社説:ねつ造番組 報道機関を名乗る資格がない

 フジテレビ系列で放映されたバラエティー番組「発掘!あるある大事典2」でデータやコメントのねつ造が発覚した。納豆を食べるとダイエットできるという番組内容はまったくのでたらめだった。

 制作した関西テレビ(大阪市北区)は20日に緊急会見した。やせたことを示す写真は別人で、米国の大学教授の発言について日本語訳をねつ造したり、正常値になったとされる中性脂肪値は実際には計測すらしていなかった。

 今月7日の番組放送の直後から、納豆が急に売れ出し、価格も急上昇して、店頭から姿を消したところも多かった。ところが、ダイエット効果についてはまったくのねつ造で、増産体制をとった業者は一転して過剰在庫を抱えるなど、混乱が広がっている。

 テレビ番組をめぐっては、やらせや視聴率操作などの問題がこれまでも続いたが、ねつ造が引き起こした社会的な影響の大きさという意味から、今回の番組は特に悪質だ。

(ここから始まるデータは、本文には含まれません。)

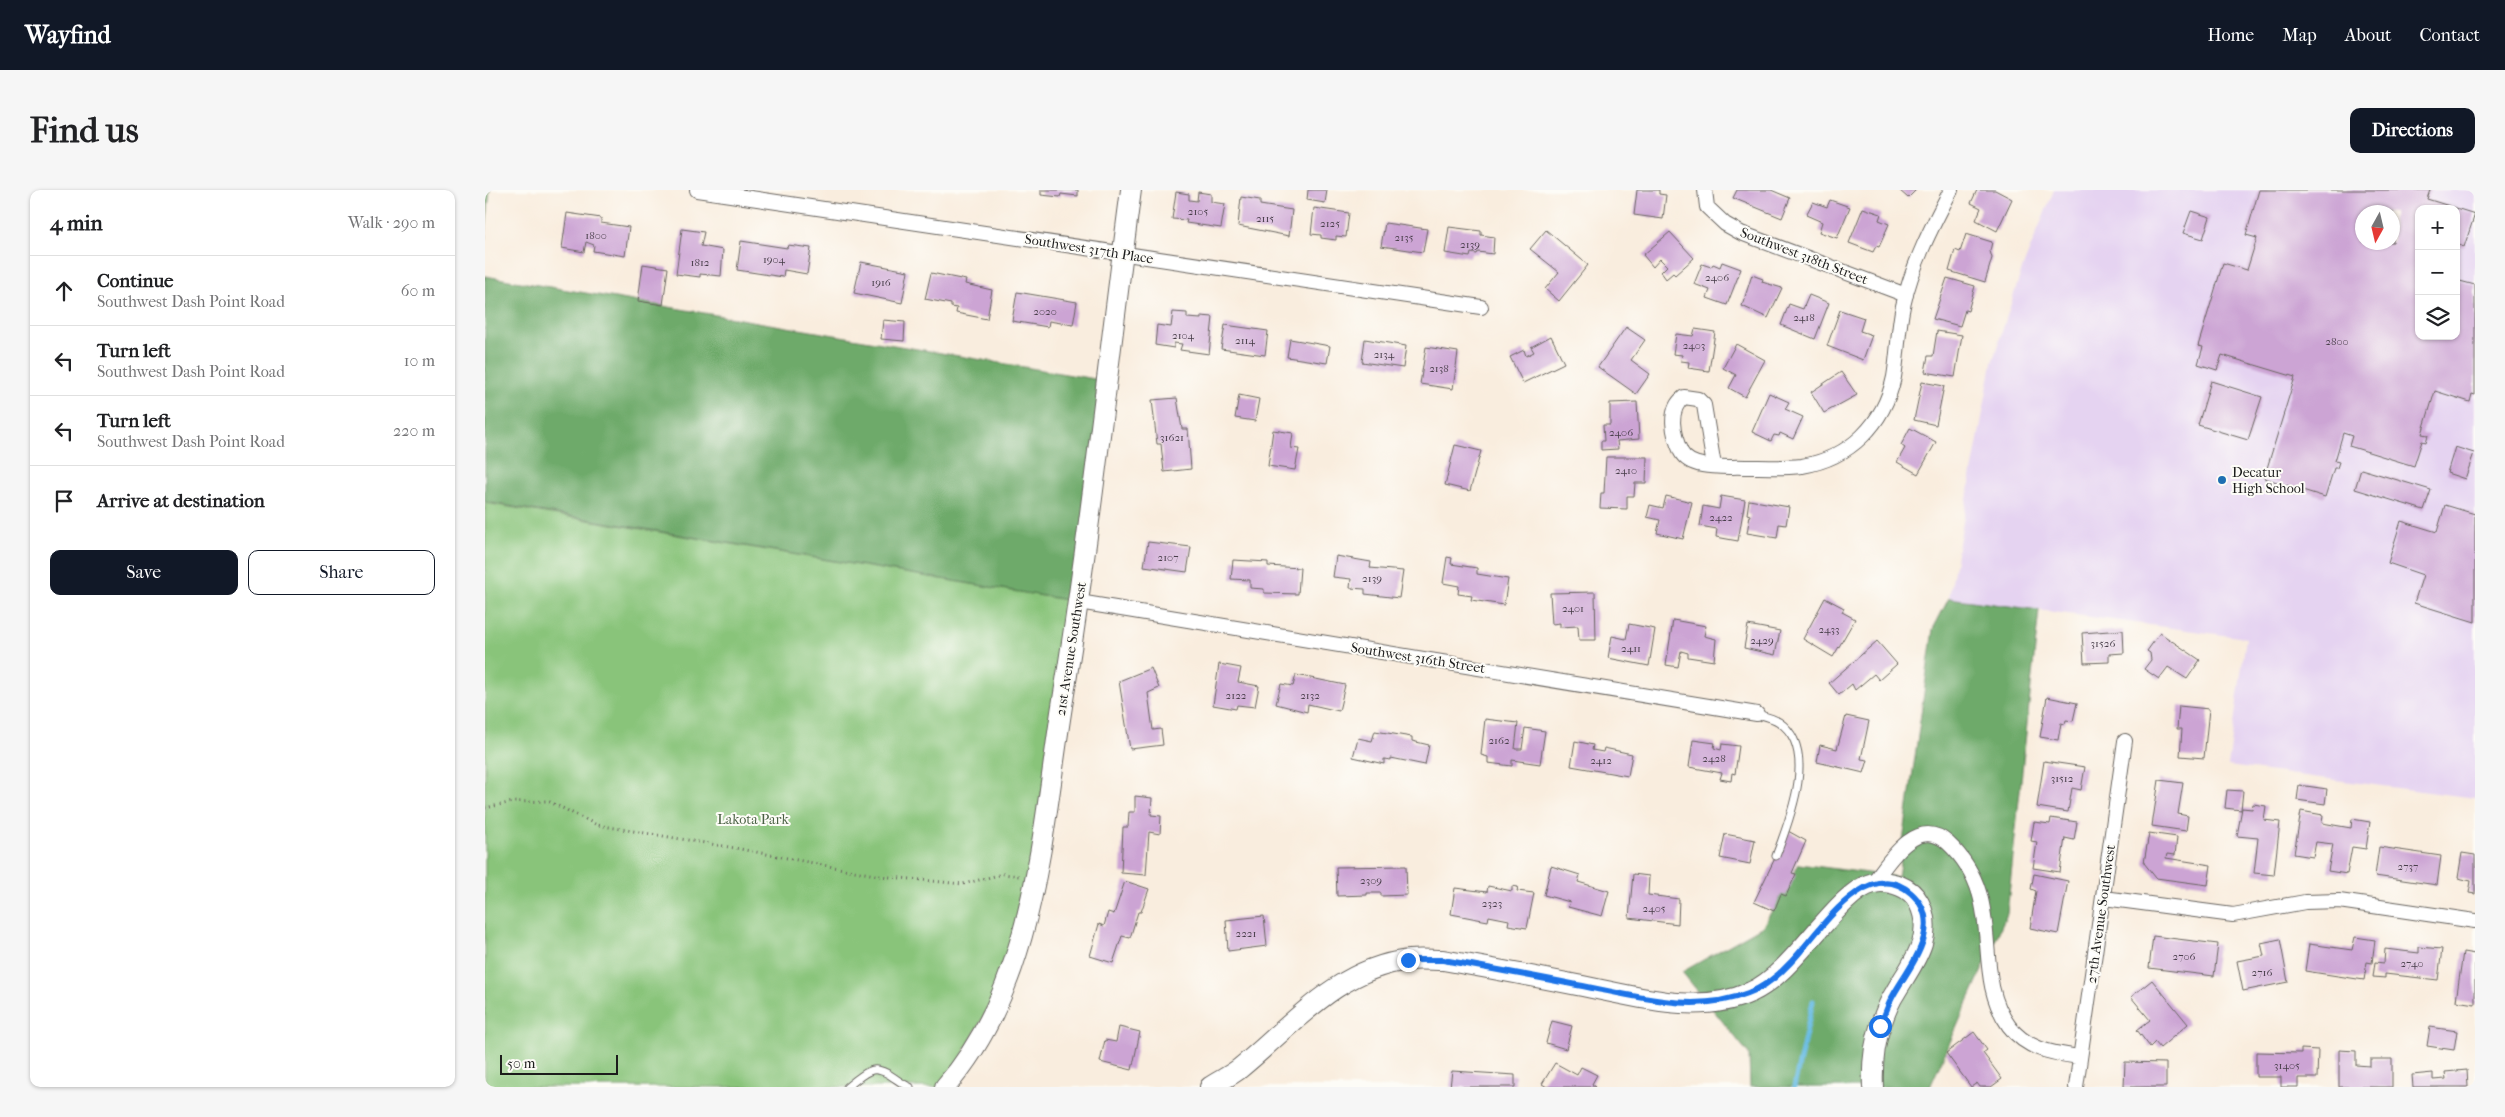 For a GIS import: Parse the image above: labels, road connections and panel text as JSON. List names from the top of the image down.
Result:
{
  "streets": {
    "main road": ["21st Avenue Southwest"],
    "street": [
      "Southwest 317th Place",
      "Southwest 318th Street",
      "Southwest 316th Street",
      "27th Avenue Southwest"
    ]
  },
  "crossings": [
    ["Southwest 317th Place", "21st Avenue Southwest"],
    ["21st Avenue Southwest", "Southwest 316th Street"]
  ],
  "parks": ["Lakota Park"],
  "places": ["Decatur High School"],
  "house_numbers": [
    "2105",
    "2115",
    "2125",
    "1800",
    "2135",
    "2139",
    "1904",
    "1812",
    "2406",
    "1916",
    "2020",
    "2418",
    "2104",
    "2114",
    "2800",
    "2403",
    "2134",
    "2138",
    "2406",
    "31621",
    "2410",
    "2422",
    "2107",
    "2139",
    "2401",
    "2433",
    "2429",
    "31526",
    "2411",
    "2122",
    "2132",
    "2162",
    "2428",
    "2412",
    "31512",
    "2737",
    "2309",
    "2323",
    "2405",
    "2221",
    "2706",
    "2740",
    "2716",
    "31405"
  ],
  "scale_bar": "50 m",
  "north": "bottom",
  "page": {
    "header": "Wayfind",
    "nav": [
      "Home",
      "Map",
      "About",
      "Contact"
    ],
    "buttons": [
      "Directions",
      ["Save", "Share"]
    ],
    "title": "Find us",
    "heading": ["4 min", "Walk · 290 m"],
    "map_buttons": ["+", "−"],
    "list": [
      ["Continue", "Southwest Dash Point Road", "60 m"],
      ["Turn left", "Southwest Dash Point Road", "10 m"],
      ["Turn left", "Southwest Dash Point Road", "220 m"],
      "Arrive at destination"
    ],
    "scale": "50 m"
  }
}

新聞でいうなら社長が辞任に追い込まれた朝日新聞の「サンゴ事件」に匹敵する。

 にもかかわらず関西テレビは自覚に乏しい。緊急会見では当初「事実と異なる部分があった」と繰り返すだけで、記者から追及され、会見の最後でようやくねつ造を認める始末だった。

 会見では社長が「報道機関でもある放送局として」とも語っていた。しかし、こんな状態で報道機関と言えるのだろうか。関西テレビだけでなく、フジテレビ系列局全体としてとらえるべき問題だ。ライブドアとの攻防の際、フジテレビは「公共性」を強調していたが、公共性を語る資格があるのかとも言いたい。

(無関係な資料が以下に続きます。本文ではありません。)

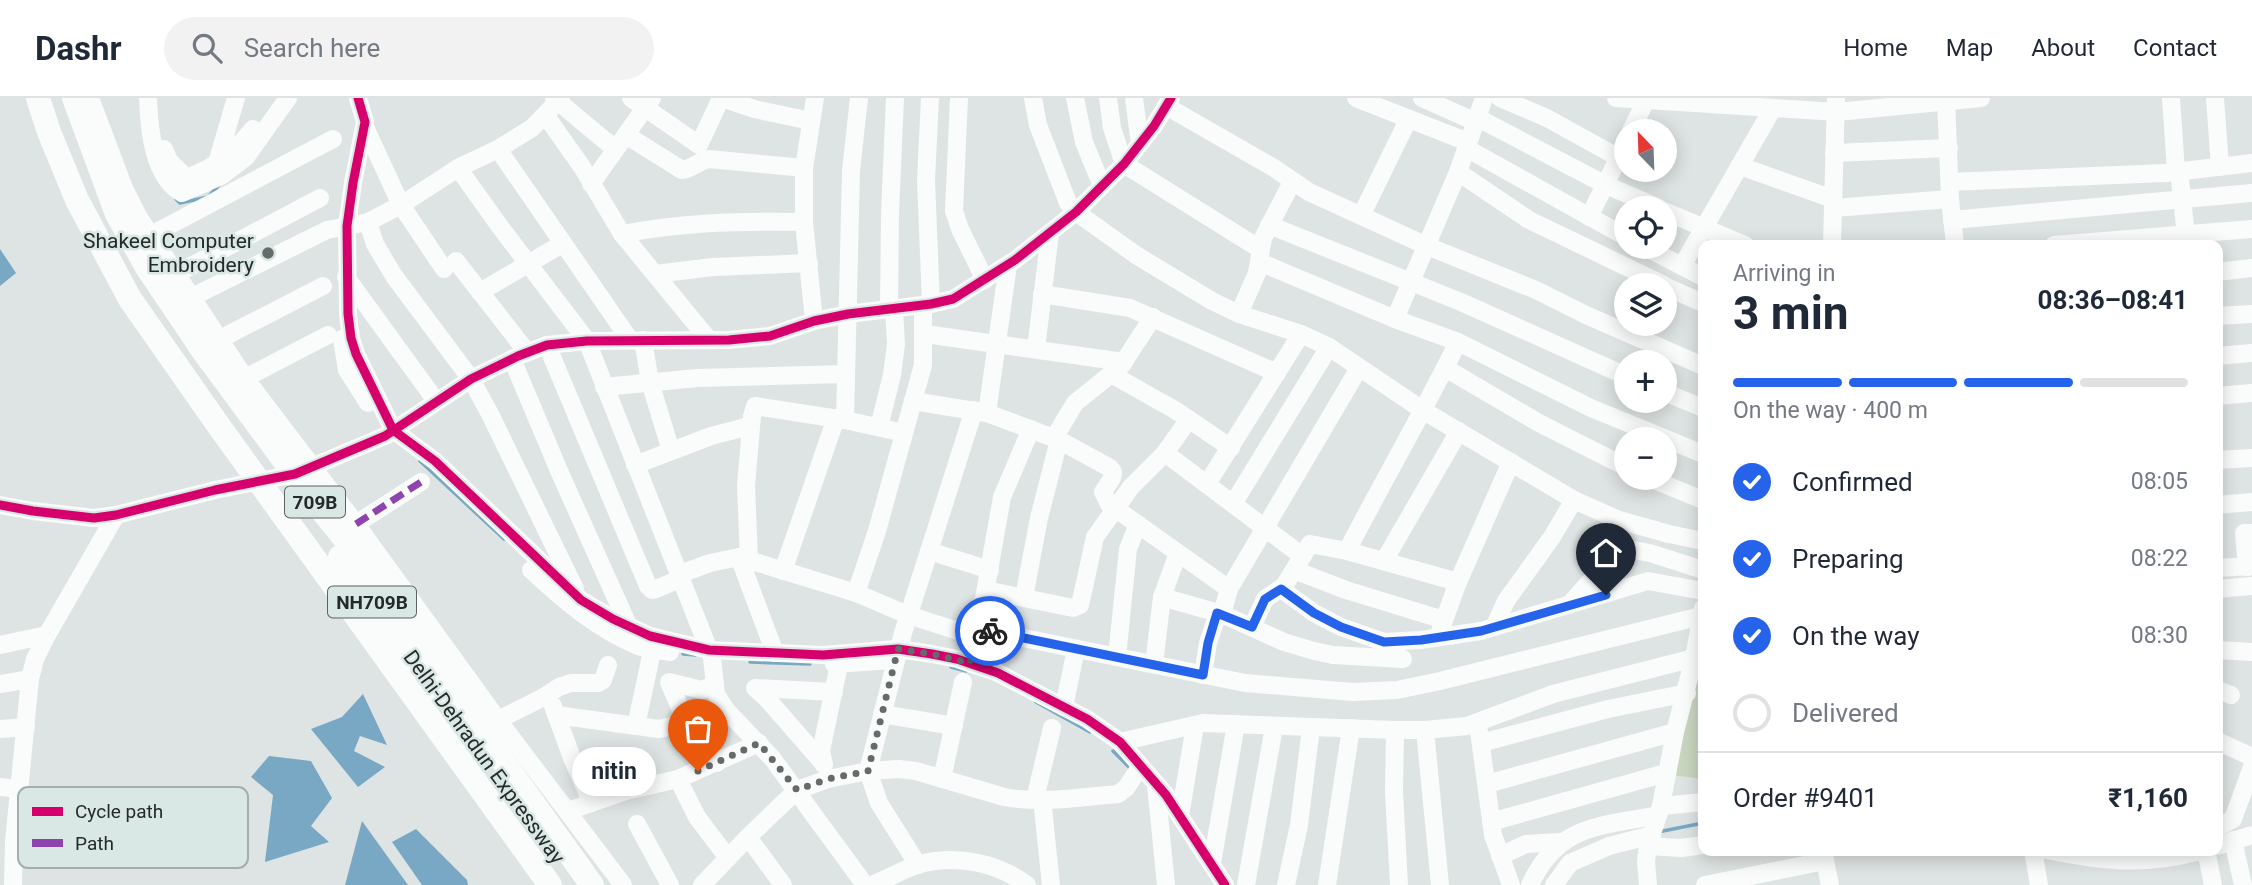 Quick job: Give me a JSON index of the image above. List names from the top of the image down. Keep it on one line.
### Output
{"streets":{"highway":["709B","NH709B","Delhi-Dehradun Expressway"]},"places":["Shakeel Computer Embroidery","nitin"],"legend":["Cycle path","Path"],"north":"top left","page":{"header":"Dashr","search":"Search here","nav":["Home","Map","About","Contact"],"map_buttons":["+","−"],"heading":["3 min","Arriving in","08:36–08:41"],"panel":["Order #9401","₹1,160"],"bar":"On the way · 400 m","list":[["Confirmed","08:05"],["Preparing","08:22"],["On the way","08:30"],"Delivered"],"bubble":"nitin"}}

 番組制作会社に丸投げし、テレビ局はノーチェック状態だったことも明らかになった。特定の食品を大量に食べればやせられるなどという話は常識的におかしく、それに気付いて当然だった。

 視聴率を稼ぐと同時に制作費を削り利益を増やそうとするテレビ局の経営姿勢が、ねつ造ややらせを生んでいると指摘されている。ねつ造は番組制作会社のスタッフの行為だが、少ない予算で酷使し、視聴率の獲得まで強いているテレビ局の責任はさらに重大だ。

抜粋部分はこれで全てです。